◆ **WHAT NEEDS TO BE DONE**:
Set the data down once more, in full and exactly.
═══ PROVIDED INFORMATION ═══
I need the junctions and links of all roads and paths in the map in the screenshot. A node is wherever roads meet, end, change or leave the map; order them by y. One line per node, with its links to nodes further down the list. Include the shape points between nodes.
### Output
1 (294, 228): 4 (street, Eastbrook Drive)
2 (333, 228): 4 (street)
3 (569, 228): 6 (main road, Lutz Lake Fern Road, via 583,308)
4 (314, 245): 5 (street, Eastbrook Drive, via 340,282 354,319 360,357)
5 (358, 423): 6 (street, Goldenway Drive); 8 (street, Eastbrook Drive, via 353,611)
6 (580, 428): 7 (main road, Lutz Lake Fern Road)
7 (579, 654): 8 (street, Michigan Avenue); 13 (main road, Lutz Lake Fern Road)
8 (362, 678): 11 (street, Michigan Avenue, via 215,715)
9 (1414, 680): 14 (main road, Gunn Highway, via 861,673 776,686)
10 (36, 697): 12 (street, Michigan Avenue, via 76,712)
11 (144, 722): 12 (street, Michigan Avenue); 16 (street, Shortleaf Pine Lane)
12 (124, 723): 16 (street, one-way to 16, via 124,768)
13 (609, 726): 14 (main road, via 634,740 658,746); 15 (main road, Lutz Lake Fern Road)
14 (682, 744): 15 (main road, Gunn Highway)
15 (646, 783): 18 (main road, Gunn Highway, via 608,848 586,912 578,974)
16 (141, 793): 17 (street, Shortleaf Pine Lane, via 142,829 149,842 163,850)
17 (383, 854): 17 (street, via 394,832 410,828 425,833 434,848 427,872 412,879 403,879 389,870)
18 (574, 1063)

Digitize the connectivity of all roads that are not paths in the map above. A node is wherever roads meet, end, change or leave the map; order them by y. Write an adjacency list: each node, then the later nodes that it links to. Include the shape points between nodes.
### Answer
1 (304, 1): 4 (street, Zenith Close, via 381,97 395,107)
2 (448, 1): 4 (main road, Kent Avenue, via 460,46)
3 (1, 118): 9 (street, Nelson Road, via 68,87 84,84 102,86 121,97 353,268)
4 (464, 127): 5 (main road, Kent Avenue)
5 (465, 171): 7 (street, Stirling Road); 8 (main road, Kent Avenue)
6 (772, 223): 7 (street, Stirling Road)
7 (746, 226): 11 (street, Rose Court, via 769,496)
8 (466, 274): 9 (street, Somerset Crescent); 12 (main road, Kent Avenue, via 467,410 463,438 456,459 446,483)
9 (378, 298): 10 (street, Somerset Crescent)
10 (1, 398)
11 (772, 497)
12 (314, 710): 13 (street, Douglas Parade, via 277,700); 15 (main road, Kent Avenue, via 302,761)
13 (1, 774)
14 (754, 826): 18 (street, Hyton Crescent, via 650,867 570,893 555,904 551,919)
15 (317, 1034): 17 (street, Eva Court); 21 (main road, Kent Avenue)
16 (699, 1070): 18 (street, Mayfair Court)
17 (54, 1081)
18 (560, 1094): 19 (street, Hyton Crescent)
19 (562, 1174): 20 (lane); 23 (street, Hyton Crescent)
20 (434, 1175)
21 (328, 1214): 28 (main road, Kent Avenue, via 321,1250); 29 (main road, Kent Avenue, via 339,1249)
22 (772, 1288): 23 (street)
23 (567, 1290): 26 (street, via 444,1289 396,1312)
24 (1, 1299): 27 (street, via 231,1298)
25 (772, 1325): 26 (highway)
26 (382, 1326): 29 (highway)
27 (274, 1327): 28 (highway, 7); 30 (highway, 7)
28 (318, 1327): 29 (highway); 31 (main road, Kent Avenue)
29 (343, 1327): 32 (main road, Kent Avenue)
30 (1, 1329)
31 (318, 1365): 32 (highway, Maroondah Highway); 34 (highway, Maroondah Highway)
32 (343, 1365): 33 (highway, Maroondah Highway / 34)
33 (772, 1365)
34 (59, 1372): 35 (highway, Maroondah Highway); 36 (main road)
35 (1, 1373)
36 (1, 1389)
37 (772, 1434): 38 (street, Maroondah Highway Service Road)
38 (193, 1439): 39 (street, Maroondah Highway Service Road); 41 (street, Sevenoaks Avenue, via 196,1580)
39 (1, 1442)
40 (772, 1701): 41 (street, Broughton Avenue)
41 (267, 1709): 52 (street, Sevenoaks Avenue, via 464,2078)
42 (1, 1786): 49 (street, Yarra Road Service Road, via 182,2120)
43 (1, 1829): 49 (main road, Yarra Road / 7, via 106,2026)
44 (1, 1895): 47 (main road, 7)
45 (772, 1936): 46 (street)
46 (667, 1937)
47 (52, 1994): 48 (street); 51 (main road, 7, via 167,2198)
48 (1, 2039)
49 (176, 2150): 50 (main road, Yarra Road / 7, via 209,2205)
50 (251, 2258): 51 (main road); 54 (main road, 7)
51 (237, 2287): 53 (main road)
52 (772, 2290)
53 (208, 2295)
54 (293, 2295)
═══
◆ **RESPONSE TO THIS EXERCISE**:
I need the junctions and links of all roads and paths in the map in the screenshot. A node is wherever roads meet, end, change or leave the map; order them by y. One line per node, with its links to nodes further down the list. Include the shape points between nodes.
### Output
1 (294, 228): 4 (street, Eastbrook Drive)
2 (333, 228): 4 (street)
3 (569, 228): 6 (main road, Lutz Lake Fern Road, via 583,308)
4 (314, 245): 5 (street, Eastbrook Drive, via 340,282 354,319 360,357)
5 (358, 423): 6 (street, Goldenway Drive); 8 (street, Eastbrook Drive, via 353,611)
6 (580, 428): 7 (main road, Lutz Lake Fern Road)
7 (579, 654): 8 (street, Michigan Avenue); 13 (main road, Lutz Lake Fern Road)
8 (362, 678): 11 (street, Michigan Avenue, via 215,715)
9 (1414, 680): 14 (main road, Gunn Highway, via 861,673 776,686)
10 (36, 697): 12 (street, Michigan Avenue, via 76,712)
11 (144, 722): 12 (street, Michigan Avenue); 16 (street, Shortleaf Pine Lane)
12 (124, 723): 16 (street, one-way to 16, via 124,768)
13 (609, 726): 14 (main road, via 634,740 658,746); 15 (main road, Lutz Lake Fern Road)
14 (682, 744): 15 (main road, Gunn Highway)
15 (646, 783): 18 (main road, Gunn Highway, via 608,848 586,912 578,974)
16 (141, 793): 17 (street, Shortleaf Pine Lane, via 142,829 149,842 163,850)
17 (383, 854): 17 (street, via 394,832 410,828 425,833 434,848 427,872 412,879 403,879 389,870)
18 (574, 1063)

Digitize the connectivity of all roads that are not paths in the map above. A node is wherever roads meet, end, change or leave the map; order them by y. Write an adjacency list: each node, then the later nodes that it links to. Include the shape points between nodes.
### Answer
1 (304, 1): 4 (street, Zenith Close, via 381,97 395,107)
2 (448, 1): 4 (main road, Kent Avenue, via 460,46)
3 (1, 118): 9 (street, Nelson Road, via 68,87 84,84 102,86 121,97 353,268)
4 (464, 127): 5 (main road, Kent Avenue)
5 (465, 171): 7 (street, Stirling Road); 8 (main road, Kent Avenue)
6 (772, 223): 7 (street, Stirling Road)
7 (746, 226): 11 (street, Rose Court, via 769,496)
8 (466, 274): 9 (street, Somerset Crescent); 12 (main road, Kent Avenue, via 467,410 463,438 456,459 446,483)
9 (378, 298): 10 (street, Somerset Crescent)
10 (1, 398)
11 (772, 497)
12 (314, 710): 13 (street, Douglas Parade, via 277,700); 15 (main road, Kent Avenue, via 302,761)
13 (1, 774)
14 (754, 826): 18 (street, Hyton Crescent, via 650,867 570,893 555,904 551,919)
15 (317, 1034): 17 (street, Eva Court); 21 (main road, Kent Avenue)
16 (699, 1070): 18 (street, Mayfair Court)
17 (54, 1081)
18 (560, 1094): 19 (street, Hyton Crescent)
19 (562, 1174): 20 (lane); 23 (street, Hyton Crescent)
20 (434, 1175)
21 (328, 1214): 28 (main road, Kent Avenue, via 321,1250); 29 (main road, Kent Avenue, via 339,1249)
22 (772, 1288): 23 (street)
23 (567, 1290): 26 (street, via 444,1289 396,1312)
24 (1, 1299): 27 (street, via 231,1298)
25 (772, 1325): 26 (highway)
26 (382, 1326): 29 (highway)
27 (274, 1327): 28 (highway, 7); 30 (highway, 7)
28 (318, 1327): 29 (highway); 31 (main road, Kent Avenue)
29 (343, 1327): 32 (main road, Kent Avenue)
30 (1, 1329)
31 (318, 1365): 32 (highway, Maroondah Highway); 34 (highway, Maroondah Highway)
32 (343, 1365): 33 (highway, Maroondah Highway / 34)
33 (772, 1365)
34 (59, 1372): 35 (highway, Maroondah Highway); 36 (main road)
35 (1, 1373)
36 (1, 1389)
37 (772, 1434): 38 (street, Maroondah Highway Service Road)
38 (193, 1439): 39 (street, Maroondah Highway Service Road); 41 (street, Sevenoaks Avenue, via 196,1580)
39 (1, 1442)
40 (772, 1701): 41 (street, Broughton Avenue)
41 (267, 1709): 52 (street, Sevenoaks Avenue, via 464,2078)
42 (1, 1786): 49 (street, Yarra Road Service Road, via 182,2120)
43 (1, 1829): 49 (main road, Yarra Road / 7, via 106,2026)
44 (1, 1895): 47 (main road, 7)
45 (772, 1936): 46 (street)
46 (667, 1937)
47 (52, 1994): 48 (street); 51 (main road, 7, via 167,2198)
48 (1, 2039)
49 (176, 2150): 50 (main road, Yarra Road / 7, via 209,2205)
50 (251, 2258): 51 (main road); 54 (main road, 7)
51 (237, 2287): 53 (main road)
52 (772, 2290)
53 (208, 2295)
54 (293, 2295)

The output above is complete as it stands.